[[ Available data, beginning ]]

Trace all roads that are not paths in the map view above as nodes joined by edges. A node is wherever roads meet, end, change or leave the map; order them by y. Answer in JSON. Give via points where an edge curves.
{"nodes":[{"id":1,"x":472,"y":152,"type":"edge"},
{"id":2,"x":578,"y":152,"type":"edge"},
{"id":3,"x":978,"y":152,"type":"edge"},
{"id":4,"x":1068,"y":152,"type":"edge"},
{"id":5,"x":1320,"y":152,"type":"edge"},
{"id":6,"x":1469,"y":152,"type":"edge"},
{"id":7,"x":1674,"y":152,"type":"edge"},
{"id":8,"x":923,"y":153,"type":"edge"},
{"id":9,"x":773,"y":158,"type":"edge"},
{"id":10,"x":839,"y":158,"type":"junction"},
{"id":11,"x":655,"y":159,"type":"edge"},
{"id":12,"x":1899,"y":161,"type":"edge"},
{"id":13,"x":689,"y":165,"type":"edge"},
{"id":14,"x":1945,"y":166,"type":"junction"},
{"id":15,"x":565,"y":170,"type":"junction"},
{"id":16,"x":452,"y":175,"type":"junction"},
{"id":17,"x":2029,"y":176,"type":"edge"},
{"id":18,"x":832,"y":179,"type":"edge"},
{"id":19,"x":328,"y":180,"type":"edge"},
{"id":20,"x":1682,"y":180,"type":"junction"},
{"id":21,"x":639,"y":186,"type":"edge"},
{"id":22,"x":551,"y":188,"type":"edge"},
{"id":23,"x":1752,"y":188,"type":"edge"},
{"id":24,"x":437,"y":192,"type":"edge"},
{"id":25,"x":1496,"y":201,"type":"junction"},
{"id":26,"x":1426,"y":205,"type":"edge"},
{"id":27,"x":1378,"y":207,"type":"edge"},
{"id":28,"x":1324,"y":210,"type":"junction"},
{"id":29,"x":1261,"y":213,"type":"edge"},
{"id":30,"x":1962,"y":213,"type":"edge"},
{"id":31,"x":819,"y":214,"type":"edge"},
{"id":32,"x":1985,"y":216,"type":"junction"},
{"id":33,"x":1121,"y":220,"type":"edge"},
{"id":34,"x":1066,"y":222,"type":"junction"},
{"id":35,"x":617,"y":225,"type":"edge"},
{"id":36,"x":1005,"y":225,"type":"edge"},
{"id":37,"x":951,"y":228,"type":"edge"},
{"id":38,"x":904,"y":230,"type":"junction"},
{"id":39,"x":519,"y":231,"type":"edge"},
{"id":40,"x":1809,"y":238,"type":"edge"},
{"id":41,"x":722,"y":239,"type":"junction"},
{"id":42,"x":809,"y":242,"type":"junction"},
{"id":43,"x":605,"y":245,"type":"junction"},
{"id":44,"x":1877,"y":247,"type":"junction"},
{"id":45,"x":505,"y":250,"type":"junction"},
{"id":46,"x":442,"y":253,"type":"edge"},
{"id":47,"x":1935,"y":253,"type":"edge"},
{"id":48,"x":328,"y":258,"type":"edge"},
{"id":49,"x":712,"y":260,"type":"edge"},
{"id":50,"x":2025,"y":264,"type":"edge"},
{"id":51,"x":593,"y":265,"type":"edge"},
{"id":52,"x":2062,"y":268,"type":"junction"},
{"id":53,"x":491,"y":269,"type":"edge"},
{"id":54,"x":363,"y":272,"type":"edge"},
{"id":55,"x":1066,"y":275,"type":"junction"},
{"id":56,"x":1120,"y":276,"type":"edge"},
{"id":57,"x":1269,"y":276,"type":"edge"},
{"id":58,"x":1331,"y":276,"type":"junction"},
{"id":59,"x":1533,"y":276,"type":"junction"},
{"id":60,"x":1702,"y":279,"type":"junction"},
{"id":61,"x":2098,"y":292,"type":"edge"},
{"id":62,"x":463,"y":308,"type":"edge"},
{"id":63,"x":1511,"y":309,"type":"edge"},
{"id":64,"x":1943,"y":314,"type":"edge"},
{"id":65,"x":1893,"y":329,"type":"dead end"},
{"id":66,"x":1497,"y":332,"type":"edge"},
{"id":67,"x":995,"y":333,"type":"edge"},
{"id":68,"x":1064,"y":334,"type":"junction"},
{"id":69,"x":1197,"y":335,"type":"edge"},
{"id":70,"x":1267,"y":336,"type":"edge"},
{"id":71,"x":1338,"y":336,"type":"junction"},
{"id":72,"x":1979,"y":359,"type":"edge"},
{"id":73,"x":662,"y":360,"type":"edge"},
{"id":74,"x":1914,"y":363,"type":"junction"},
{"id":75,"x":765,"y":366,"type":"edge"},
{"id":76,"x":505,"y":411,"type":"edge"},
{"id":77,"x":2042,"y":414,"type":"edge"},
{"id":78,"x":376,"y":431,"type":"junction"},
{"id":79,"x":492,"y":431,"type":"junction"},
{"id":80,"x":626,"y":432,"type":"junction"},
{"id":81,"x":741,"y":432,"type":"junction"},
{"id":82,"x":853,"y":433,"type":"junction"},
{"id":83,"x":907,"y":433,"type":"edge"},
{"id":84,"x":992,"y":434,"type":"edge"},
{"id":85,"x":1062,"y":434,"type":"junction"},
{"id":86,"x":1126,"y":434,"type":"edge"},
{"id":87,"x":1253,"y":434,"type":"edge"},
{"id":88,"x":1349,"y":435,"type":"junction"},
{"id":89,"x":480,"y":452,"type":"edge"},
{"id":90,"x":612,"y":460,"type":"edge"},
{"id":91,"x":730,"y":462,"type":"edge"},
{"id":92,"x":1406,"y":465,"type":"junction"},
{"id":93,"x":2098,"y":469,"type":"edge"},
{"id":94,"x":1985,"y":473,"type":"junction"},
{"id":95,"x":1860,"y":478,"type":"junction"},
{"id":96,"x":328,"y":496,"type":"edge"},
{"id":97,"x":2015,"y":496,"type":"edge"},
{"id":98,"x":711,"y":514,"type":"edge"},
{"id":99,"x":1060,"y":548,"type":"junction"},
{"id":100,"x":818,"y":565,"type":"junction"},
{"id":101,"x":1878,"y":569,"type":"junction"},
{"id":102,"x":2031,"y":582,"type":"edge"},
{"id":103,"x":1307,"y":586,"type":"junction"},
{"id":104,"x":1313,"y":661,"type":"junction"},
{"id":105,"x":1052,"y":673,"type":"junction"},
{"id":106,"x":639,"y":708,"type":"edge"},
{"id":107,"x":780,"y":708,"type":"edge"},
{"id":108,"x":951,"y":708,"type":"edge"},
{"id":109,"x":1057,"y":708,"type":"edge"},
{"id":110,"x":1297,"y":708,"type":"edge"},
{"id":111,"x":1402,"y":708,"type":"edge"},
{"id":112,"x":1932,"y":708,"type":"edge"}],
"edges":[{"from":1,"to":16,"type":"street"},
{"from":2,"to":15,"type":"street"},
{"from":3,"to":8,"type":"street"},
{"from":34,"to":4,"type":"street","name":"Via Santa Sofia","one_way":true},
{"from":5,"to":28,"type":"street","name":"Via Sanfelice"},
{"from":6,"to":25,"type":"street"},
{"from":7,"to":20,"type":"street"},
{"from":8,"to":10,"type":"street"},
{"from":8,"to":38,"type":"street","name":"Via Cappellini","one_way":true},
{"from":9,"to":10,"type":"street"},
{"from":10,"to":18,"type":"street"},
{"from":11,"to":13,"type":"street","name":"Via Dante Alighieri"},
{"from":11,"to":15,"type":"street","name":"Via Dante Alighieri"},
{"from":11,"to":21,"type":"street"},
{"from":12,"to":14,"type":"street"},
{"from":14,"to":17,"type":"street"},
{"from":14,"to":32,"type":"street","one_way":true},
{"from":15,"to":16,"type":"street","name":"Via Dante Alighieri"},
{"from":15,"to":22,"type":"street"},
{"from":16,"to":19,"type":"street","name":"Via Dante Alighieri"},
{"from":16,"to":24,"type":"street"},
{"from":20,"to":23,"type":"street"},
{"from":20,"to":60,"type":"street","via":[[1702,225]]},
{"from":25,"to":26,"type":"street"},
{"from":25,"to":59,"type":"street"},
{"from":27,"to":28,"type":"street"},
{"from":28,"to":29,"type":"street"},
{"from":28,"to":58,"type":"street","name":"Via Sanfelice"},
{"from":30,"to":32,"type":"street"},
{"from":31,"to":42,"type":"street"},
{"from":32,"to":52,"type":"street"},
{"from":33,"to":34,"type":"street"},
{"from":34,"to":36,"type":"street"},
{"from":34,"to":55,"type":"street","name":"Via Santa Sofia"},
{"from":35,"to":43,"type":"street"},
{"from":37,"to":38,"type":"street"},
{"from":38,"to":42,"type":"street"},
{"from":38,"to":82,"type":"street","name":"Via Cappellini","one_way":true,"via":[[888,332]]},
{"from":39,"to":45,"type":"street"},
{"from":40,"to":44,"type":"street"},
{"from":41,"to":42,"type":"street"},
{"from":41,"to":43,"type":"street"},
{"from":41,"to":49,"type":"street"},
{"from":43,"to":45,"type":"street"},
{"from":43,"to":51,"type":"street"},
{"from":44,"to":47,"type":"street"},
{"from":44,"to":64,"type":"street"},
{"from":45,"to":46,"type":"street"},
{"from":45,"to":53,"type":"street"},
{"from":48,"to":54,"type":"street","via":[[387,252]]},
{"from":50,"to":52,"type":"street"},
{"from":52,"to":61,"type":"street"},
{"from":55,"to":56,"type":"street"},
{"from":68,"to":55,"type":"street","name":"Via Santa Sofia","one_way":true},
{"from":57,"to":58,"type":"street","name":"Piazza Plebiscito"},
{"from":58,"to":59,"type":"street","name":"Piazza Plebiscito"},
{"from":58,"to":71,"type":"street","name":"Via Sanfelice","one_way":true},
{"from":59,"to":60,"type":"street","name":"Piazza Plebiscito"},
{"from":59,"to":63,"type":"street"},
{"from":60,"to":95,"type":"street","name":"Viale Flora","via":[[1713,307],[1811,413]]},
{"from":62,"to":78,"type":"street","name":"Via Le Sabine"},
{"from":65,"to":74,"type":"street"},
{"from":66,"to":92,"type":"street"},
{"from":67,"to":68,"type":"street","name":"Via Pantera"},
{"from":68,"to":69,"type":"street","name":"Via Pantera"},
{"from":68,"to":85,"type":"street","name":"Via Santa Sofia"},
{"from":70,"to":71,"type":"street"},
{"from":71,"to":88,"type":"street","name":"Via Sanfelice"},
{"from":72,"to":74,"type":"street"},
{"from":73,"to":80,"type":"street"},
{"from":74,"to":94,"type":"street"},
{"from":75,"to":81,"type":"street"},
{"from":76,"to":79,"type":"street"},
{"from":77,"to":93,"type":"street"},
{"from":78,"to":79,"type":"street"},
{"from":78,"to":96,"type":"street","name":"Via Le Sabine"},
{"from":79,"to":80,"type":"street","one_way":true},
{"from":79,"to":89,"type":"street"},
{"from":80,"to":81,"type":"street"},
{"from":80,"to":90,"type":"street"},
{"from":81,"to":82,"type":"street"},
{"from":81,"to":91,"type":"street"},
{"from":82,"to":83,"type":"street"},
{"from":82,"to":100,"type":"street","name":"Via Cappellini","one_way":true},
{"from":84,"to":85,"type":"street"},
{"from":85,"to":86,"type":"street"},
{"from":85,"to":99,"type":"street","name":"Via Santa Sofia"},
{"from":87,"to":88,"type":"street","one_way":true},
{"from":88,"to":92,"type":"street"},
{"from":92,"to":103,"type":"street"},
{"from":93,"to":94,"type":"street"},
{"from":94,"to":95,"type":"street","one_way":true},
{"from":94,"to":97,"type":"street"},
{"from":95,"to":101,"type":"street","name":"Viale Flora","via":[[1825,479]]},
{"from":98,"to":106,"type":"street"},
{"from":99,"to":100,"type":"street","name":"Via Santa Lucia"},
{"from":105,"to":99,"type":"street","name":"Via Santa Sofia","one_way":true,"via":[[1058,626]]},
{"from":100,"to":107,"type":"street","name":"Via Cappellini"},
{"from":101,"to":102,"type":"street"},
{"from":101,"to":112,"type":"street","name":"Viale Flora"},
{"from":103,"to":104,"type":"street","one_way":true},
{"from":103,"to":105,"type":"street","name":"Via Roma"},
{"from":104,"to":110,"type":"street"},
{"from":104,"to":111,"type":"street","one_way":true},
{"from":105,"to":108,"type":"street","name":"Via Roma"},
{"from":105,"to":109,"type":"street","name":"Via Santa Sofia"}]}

[[ Available data, end ]]

Work order:
In the data, find how many lines hold the string "Plebiscito", and answer with the number only.

Task answer:
3